LITHOGRAPHIES

Peintre, aquarelliste, dessinateur, Julien Le Blant est aussi un excellent graveur et lithographe. Alors que dans les livres illustrés par Le Blant des burinistes reprenaient ses dessins, pour ses poilus, l’artiste a travaillé lui-même ses estampes : eaux-fortes, aquatintes ou lithographies.
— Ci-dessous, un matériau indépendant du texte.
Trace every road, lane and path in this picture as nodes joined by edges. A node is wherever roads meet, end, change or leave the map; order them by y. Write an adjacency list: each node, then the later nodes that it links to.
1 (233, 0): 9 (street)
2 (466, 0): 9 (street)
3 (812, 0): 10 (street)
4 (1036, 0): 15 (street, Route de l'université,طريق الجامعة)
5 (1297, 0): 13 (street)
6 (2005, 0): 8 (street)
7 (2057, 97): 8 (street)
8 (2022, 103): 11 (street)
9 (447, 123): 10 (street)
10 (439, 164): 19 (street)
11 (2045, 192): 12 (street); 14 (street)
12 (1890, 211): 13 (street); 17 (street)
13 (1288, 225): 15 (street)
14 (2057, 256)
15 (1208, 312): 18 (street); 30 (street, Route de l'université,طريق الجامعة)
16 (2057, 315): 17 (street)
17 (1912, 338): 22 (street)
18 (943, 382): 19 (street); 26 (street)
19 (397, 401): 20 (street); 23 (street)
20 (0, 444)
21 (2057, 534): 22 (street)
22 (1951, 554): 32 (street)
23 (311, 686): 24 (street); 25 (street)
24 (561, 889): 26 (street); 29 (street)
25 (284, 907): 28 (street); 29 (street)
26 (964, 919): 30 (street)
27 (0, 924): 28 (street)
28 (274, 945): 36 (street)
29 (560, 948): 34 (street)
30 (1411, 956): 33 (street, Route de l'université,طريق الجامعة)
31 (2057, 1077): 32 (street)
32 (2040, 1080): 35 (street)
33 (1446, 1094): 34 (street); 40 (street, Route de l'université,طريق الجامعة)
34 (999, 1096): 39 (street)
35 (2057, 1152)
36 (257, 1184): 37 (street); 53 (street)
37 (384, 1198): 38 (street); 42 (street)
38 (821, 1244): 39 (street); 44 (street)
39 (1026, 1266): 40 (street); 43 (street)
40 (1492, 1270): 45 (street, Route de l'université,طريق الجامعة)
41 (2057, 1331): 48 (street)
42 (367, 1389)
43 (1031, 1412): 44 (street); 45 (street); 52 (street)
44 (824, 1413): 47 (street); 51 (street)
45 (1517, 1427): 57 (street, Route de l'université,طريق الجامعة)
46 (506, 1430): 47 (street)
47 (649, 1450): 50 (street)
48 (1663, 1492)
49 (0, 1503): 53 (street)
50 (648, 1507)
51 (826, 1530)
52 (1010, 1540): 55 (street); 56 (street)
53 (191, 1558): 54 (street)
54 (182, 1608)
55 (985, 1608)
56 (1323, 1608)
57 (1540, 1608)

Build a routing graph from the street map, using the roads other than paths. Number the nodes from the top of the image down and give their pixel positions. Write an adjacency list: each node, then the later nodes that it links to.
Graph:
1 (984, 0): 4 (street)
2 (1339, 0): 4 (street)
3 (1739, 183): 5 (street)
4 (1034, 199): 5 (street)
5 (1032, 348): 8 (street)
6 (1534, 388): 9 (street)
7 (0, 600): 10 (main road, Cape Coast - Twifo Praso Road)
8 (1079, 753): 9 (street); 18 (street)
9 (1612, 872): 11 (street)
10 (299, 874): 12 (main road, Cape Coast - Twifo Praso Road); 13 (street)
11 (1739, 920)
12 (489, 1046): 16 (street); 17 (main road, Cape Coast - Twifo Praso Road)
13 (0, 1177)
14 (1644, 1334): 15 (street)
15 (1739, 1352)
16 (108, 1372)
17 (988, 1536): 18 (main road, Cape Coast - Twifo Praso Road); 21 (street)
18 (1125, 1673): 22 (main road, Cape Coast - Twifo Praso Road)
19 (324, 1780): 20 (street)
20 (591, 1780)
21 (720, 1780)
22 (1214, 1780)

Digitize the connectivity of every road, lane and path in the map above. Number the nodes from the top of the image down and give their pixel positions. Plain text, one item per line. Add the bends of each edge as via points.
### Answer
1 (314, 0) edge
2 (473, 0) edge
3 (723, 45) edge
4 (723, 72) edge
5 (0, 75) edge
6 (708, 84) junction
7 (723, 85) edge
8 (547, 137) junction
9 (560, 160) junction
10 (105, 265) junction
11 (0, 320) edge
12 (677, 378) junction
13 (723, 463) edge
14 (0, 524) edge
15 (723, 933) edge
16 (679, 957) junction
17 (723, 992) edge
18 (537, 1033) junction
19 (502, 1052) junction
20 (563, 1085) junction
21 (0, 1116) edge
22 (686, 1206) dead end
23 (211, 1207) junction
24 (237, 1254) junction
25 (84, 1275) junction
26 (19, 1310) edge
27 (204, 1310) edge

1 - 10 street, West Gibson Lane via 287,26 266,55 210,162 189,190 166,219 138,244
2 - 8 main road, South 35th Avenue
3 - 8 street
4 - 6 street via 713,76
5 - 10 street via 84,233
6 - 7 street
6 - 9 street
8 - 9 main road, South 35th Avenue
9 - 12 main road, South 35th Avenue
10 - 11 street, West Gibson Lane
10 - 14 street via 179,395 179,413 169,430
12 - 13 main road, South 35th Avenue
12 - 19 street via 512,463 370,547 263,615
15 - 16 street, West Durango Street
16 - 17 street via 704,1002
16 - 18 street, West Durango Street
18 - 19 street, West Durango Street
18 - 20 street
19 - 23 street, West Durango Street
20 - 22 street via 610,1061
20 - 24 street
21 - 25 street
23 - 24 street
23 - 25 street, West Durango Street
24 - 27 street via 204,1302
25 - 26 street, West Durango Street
Ces 3 lithographies réalisées en fin d’année 1915 et tirées à 300 exemplaires ont pour titres: le « Cinéma », les « Convalescents » et le « Retour au front ». Le journal Le Gaulois du 7 janvier 1916 en fait écho:

« Par ce temps de tir rapide et de vitesse à outrance, la mode en art est aux lithographies, où le crayon exprime en quelques traits, sur la pierre, les impressions les plus vécues et les plus fortes. C’est ainsi qu’un maître, M. Le Blant, autrefois le peintre des chouans, et depuis lors le peintre des villages d’Auvergne, s’est naturellement attaché, en ce temps de guerre, à l’étude de nos soldats, sous des traits décisifs et prompts. Trois lithographies, qui sont déposées chez Legoupy, boulevard de la Madeleine, et chez Hellen, boulevard Saint-Germain, traduisent avec une vigueur et une vérité surprenantes non seulement l’allure, mais l’état d’âme sérieux et résolu de nos vaillants soldats. Ces lithographies ont pour titre : le « Cinéma », les « Convalescents » et le « Retour au front », c’est-à-dire les adieux à la gare après les quatre jours de permission : des femmes résignées, des enfants enthousiastes, des hommes trop fiers de leur mission pour s’attarder aux émotions familiales. C’est une synthèse de la France actuelle. On recherchera plus lard ces lithographies comme œuvre et comme souvenir.